Dane Cameron, No. 6 Porsche Penske: “I think anytime you have Chip and Roger come to town to start fighting for wins, it raises the profile of the whole thing. Hopefully it brings a few more eyes to everything. Certainly brings a lot of expectation with it as well, and I also think it reflects really strongly on the championship to show how competitive it is. They respect the championship and challenge, but when they come to town, they come to win for sure.”

Scott Dixon, No. 01 Ganassi Cadillac: “The battle between Chip Ganassi Racing and Penske is always a fierce one. I obviously know it well from the IndyCar side. But I think it’s a lot more than that. It’s impressive to see a lot of the manufacturers that have come in for this battle. I imagine if it’s not from the first race but during the season that Penske and Ganassi will fight it out pretty hard.

“I think the rivalry between Chip Ganassi racing and Penske has always been strong and in a good way. There’s been some battles and the 2010s for me and other drivers when it gets fierce. Some disagreements here and there. But it’s always been a great pure battle, which is what I think these championships are made of and what brings the fans to the track. So I’d sum it up as a very healthy rivalry.”

Alex Lynn, No. 02 Ganassi Cadillac: “Even as a little boy (growing up in England), you knew exactly who Roger Penske and Chip Ganassi were. You knew what their teams represented. For me to represent Chip and his team is a huge honor. I’m extremely motivated to try to add to his legacy and be part of the fabric of this team. I think having the battle between Penske and Ganassi is iconic. Also Porsche and Cadillac as brands, respectively, just adds to the occasion. Makes me smile even thinking about it knowing what we get to represent when the flag drops.”

Felipe Nasr, No. 7 Porsche Penske: “I think it’s fantastic especially because we’re merging the IMSA and WEC Series and giving the opportunity for teams like Penske and Ganassi to fight for overall victories. You look at the history of those teams, they’ve been on top. We always hear it from the IndyCar guys or the NASCAR side, you’re talking two big names in motorsports. You expect nothing but them fighting for wins. For sure Ganassi has strengths, and we have strengths as well. I’m pretty glad I have the opportunity to be representing Team Penske and continue to write history with them and Porsche is a great opportunity.”

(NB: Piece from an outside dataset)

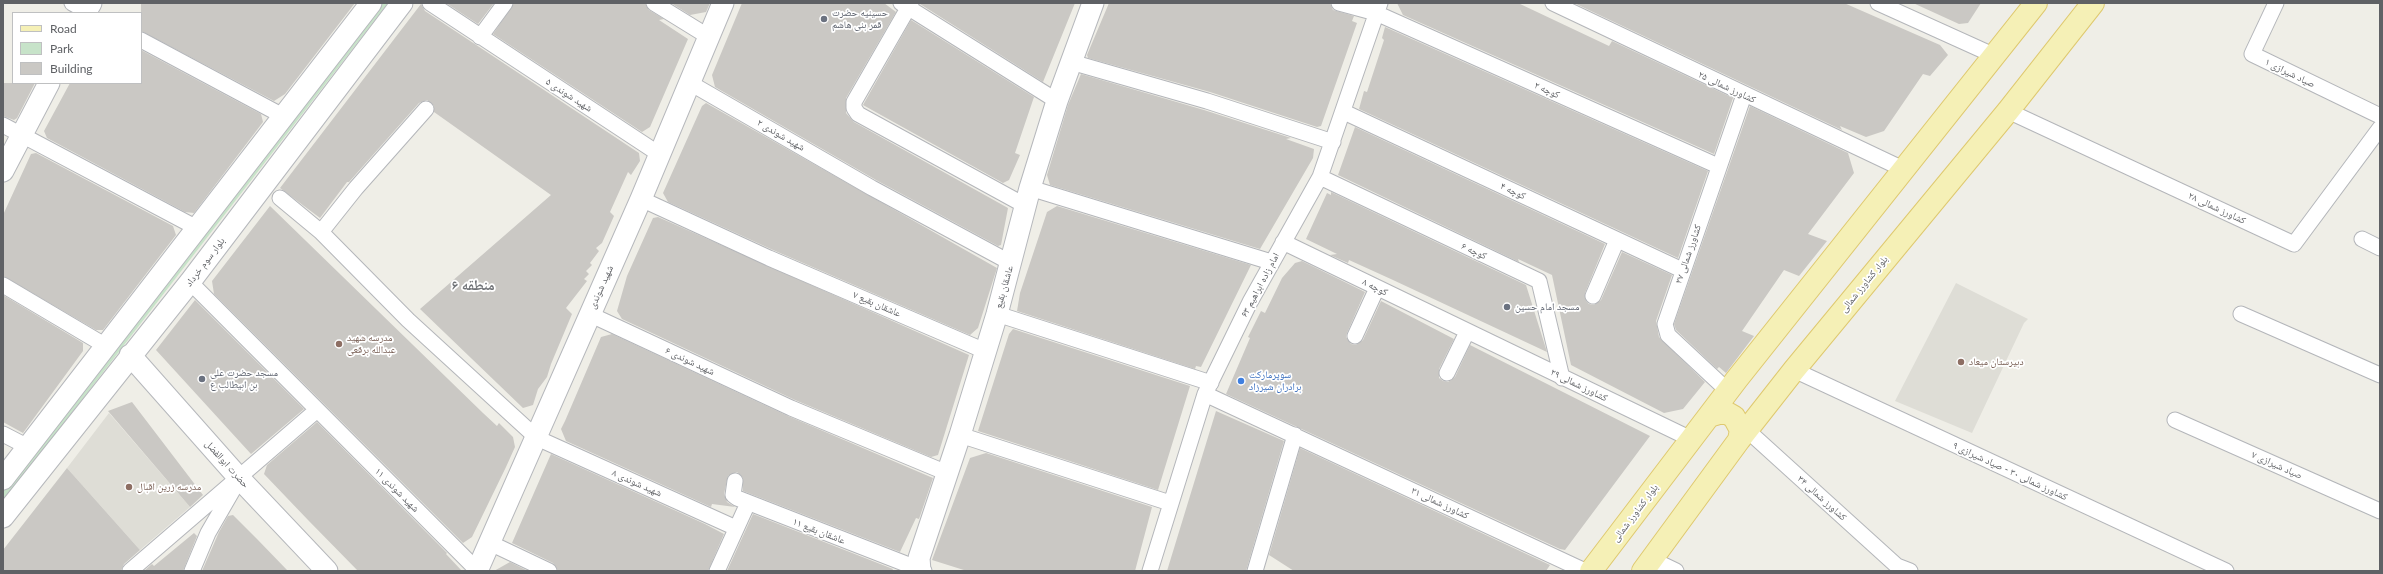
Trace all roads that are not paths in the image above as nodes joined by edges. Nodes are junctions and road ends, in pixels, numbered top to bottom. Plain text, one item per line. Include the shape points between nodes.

Richard Westbrook, No. 02 Ganassi Cadillac: “The chance for the two most famous teams in America to go head to head in the Daytona 24 Hours and also the Le Mans 24 Hours. I expect that rivalry to keep going up more notches.”

Renger van der Zande, No. 01 Ganassi Cadillac: “Obviously, it’s such the big houses of racing in the U.S. Penske and Ganassi are taking it at each other. The rivalry is big. The best of the best. The most famous ones in the U.S.

“Ganassi is part of Cadillac. We’re the race team that runs the factory program for Cadillac. Penske is running it for Porsche, obviously a high brand as well. Those teams have their little rivalry, but they’re working for a bigger company, a bigger brand, which is Cadillac and Porsche. So those two premium brands taking on each other and then two of the best teams in America taking on each other. It’s very simple: Cadillac got the best team in the U.S. and Porsche got the best team in the U.S. So let’s see what happens. It’s going to be a cool fight.”